W.G. Sebald & memory
“Think of W.G. Sebald as memory’s Einstein,” says The New York Times’ Richard Eder on the cover of Sebald’s first novel, “Vertigo.”
This statement feels true when you imagine the “quantum Einstein,” the one grasping for form in dark spaces, or, the measurer who’s instruments fail him. “Vertigo” may not be Sebald’s best novel, but it announces his style of unreliable narration in the person of a narrator greatly concerned about reliability and context.
If you haven’t read it, here’s the basic “action” generated in the novel: A man travels through northern Italy and over the border into Austria musing about things like Stendhal’s service in Napolean’s army, the historical background of the regions he passes through and Kafka’s similar journey shortly before his death. Seven years later, the narrator repeats the very same itinerary, curious about his disturbed state of mind during the first trip but also in search of what might have eluded him.
What are readers to make of a narrator who can’t speak directly about what is tormenting him, or who spends a chapter retracing the travels of the Kafka-like “Dr. K.”? As if they were pieces of evidence, there’s a black-and-white snapshot of Kafka with friends on one page, and on another a photo of an Italian street crowd allegedly awaiting the arrival of the “Deputy Secretary of Insurance from Prague” (mimicking Kafka’s real-life occupation). He’s a narrator for whom the past is full of curved spaces. Born into 1944 Germany, Sebald often writes as if he’s so haunted by his own country’s history that he is forced to adopt the histories of others.
In the first chapter of “Vertigo,” Stendhal is quoted writing that “even when the images supplied by memory are true to life one can place little confidence in them.” As proof, he recalls a glorious descent down an Italian mountain pass during his service in the Napoleonic Wars, particularly the entrance into the town of Ivrea as the sun set. Years afterward, he realizes looking through newspapers that the picture of the town he had in mind was actually from an engraving.

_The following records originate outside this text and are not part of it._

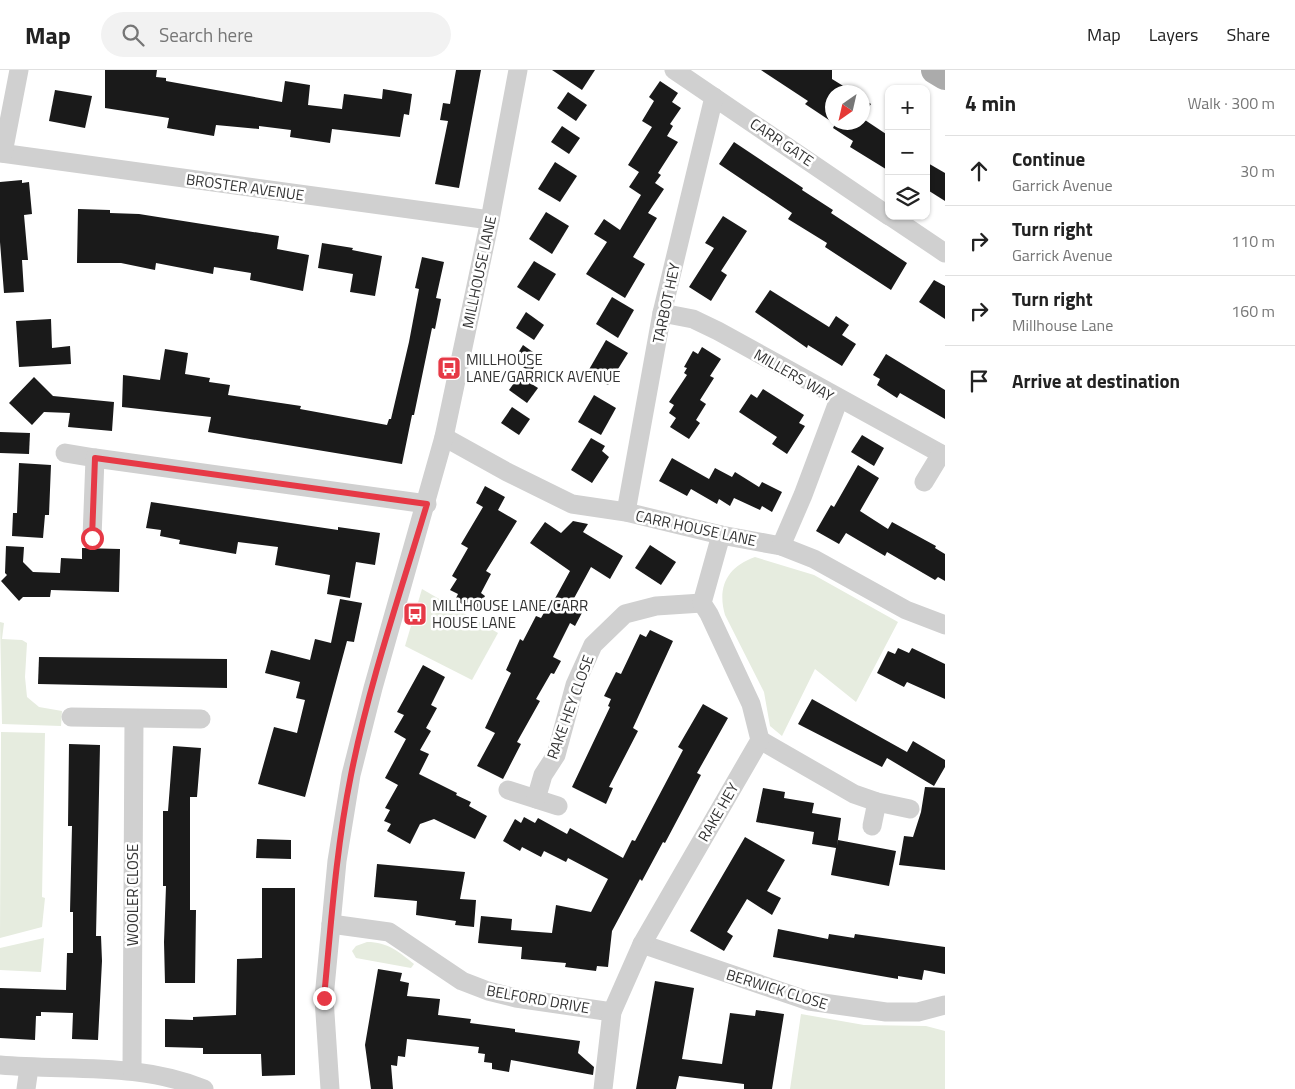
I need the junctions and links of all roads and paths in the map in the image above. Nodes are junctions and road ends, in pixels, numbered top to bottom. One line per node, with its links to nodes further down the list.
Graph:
1 (19, 70): 7 (street)
2 (518, 70): 9 (street, MILLHOUSE LANE)
3 (674, 70): 6 (street, CARR GATE)
4 (935, 70): 5 (main road)
5 (945, 76)
6 (714, 96): 8 (street, CARR GATE); 12 (street, TARBOT HEY)
7 (1, 153): 9 (street, BROSTER AVENUE)
8 (885, 213)
9 (490, 220): 14 (street, MILLHOUSE LANE)
10 (895, 220): 11 (street, CARR GATE)
11 (945, 252)
12 (662, 313): 13 (street, MILLERS WAY); 20 (street, TARBOT HEY)
13 (839, 400): 16 (street); 23 (street, MILLERS WAY)
14 (444, 437): 19 (street, MILLHOUSE LANE); 20 (street, CARR HOUSE LANE)
15 (65, 453): 17 (street)
16 (943, 455): 18 (street)
17 (95, 458): 19 (street); 22 (street)
18 (924, 482)
19 (427, 504): 36 (street, MILLHOUSE LANE)
20 (626, 512): 21 (street, CARR HOUSE LANE)
21 (721, 535): 23 (street, CARR HOUSE LANE); 24 (street)
22 (92, 538)
23 (781, 546): 25 (street, CARR HOUSE LANE)
24 (702, 603): 29 (street); 31 (street, RAKE HEY CLOSE)
25 (945, 625)
26 (71, 717): 27 (street)
27 (134, 719): 28 (street); 42 (street, WOOLER CLOSE)
28 (201, 719)
29 (760, 740): 32 (street); 37 (street, RAKE HEY)
30 (508, 790): 31 (street)
31 (536, 799): 33 (street)
32 (877, 802): 34 (street); 35 (street)
33 (558, 806)
34 (910, 809)
35 (872, 826)
36 (331, 924): 39 (street, BELFORD DRIVE); 45 (street, MILLHOUSE LANE)
37 (642, 944): 38 (street, BERWICK CLOSE); 39 (street, RAKE HEY)
38 (945, 1004)
39 (612, 1012): 46 (street, RAKE HEY)
40 (0, 1065): 41 (street)
41 (29, 1068): 42 (street); 43 (street)
42 (132, 1070): 44 (street)
43 (26, 1089)
44 (204, 1089)
45 (330, 1089)
46 (603, 1089)

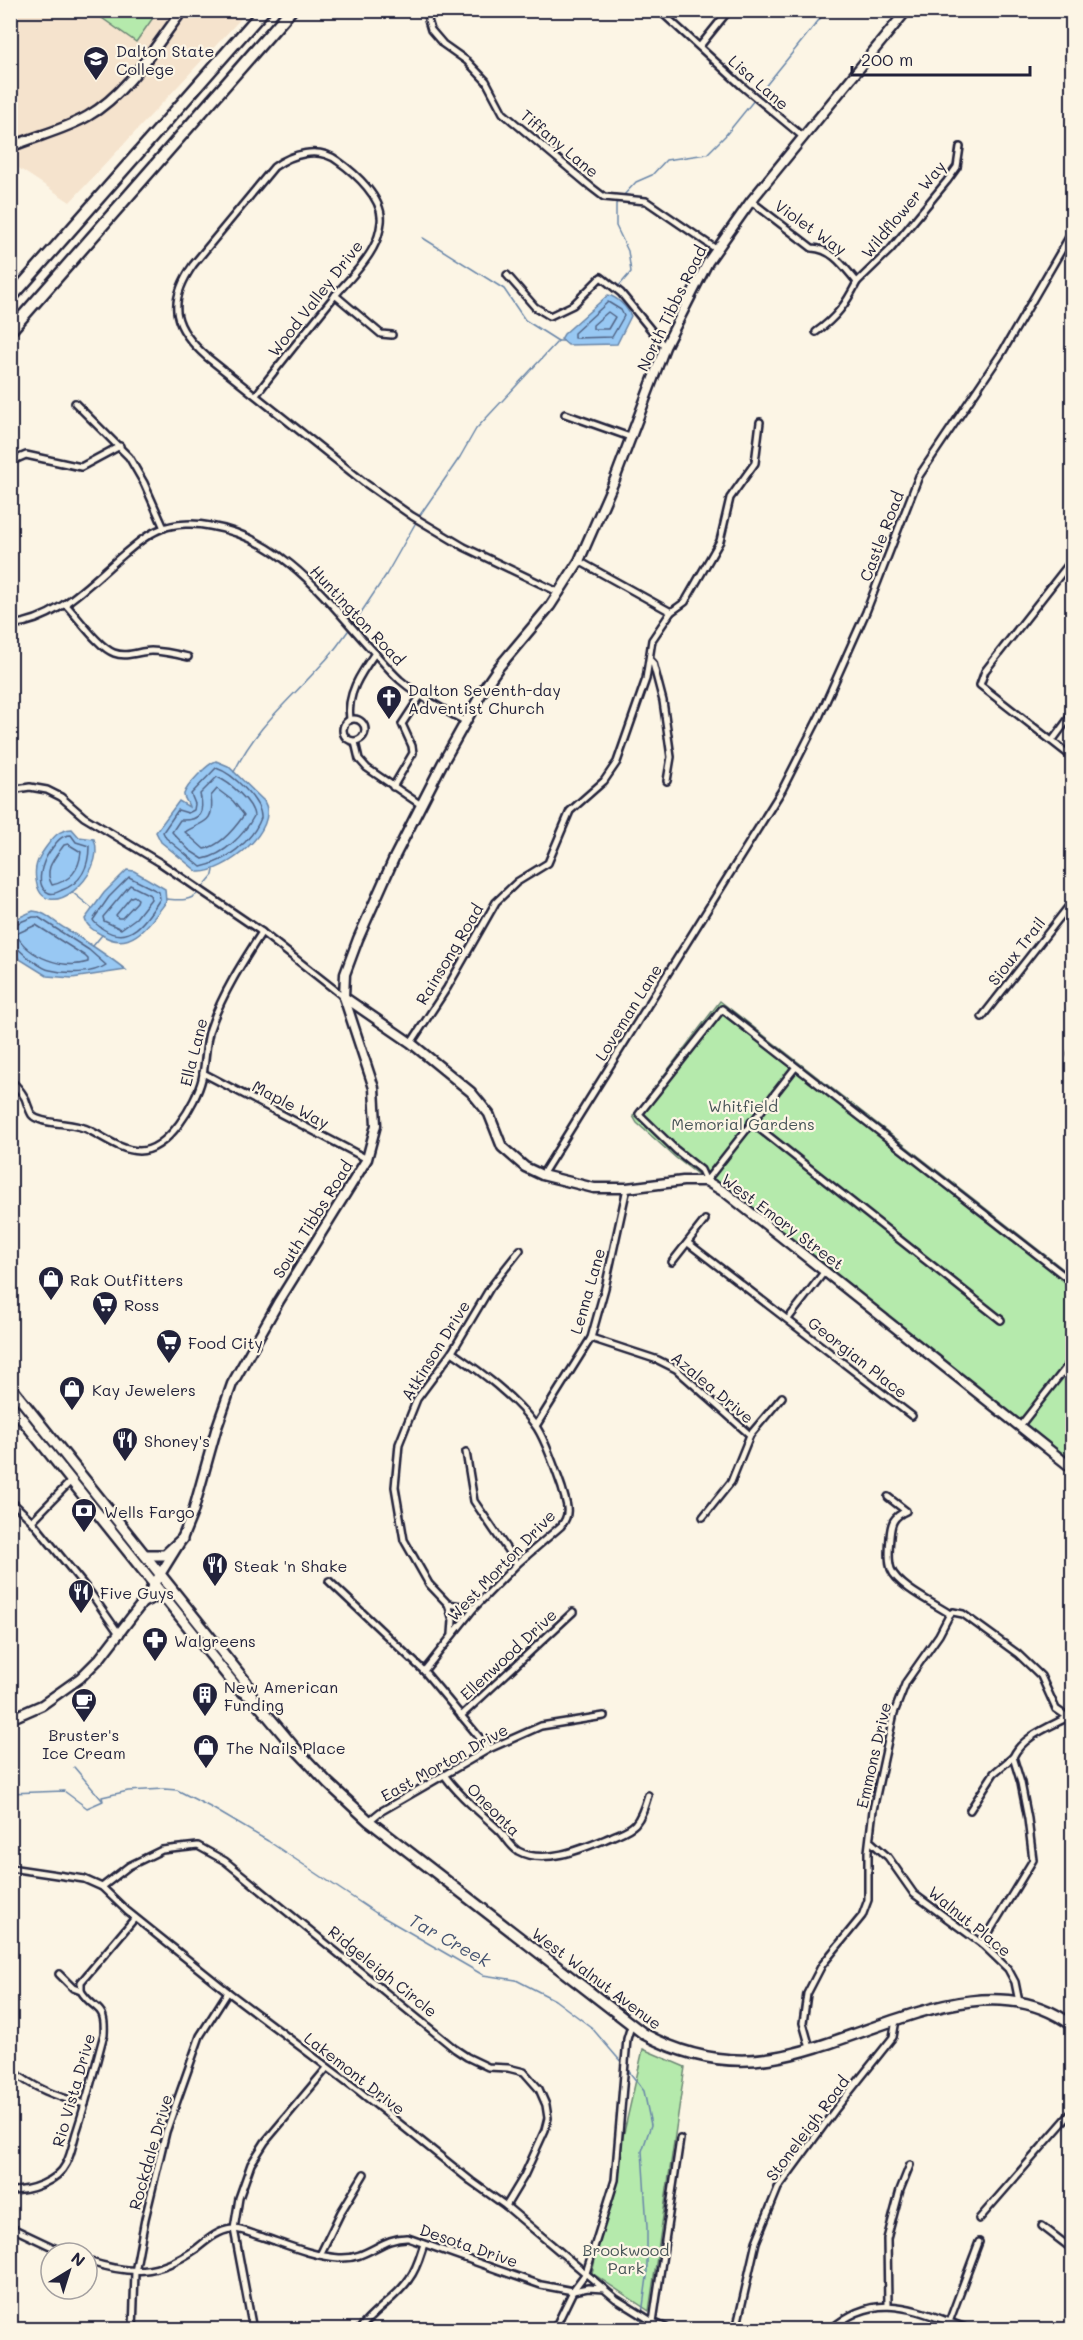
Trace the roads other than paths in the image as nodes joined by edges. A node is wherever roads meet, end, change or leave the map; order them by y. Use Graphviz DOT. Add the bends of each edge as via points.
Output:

If history could be as vulnerable as memory, it would be easier for Sebald’s narrator to escape it. And that would mean a denial of everything, including the present, in order to live in a fantasy. Whether he’s employing cheesy old photographs or leading us through labryinths, Sebald never makes that choice. Just because we possess inadequate instruments does not mean we stop measuring.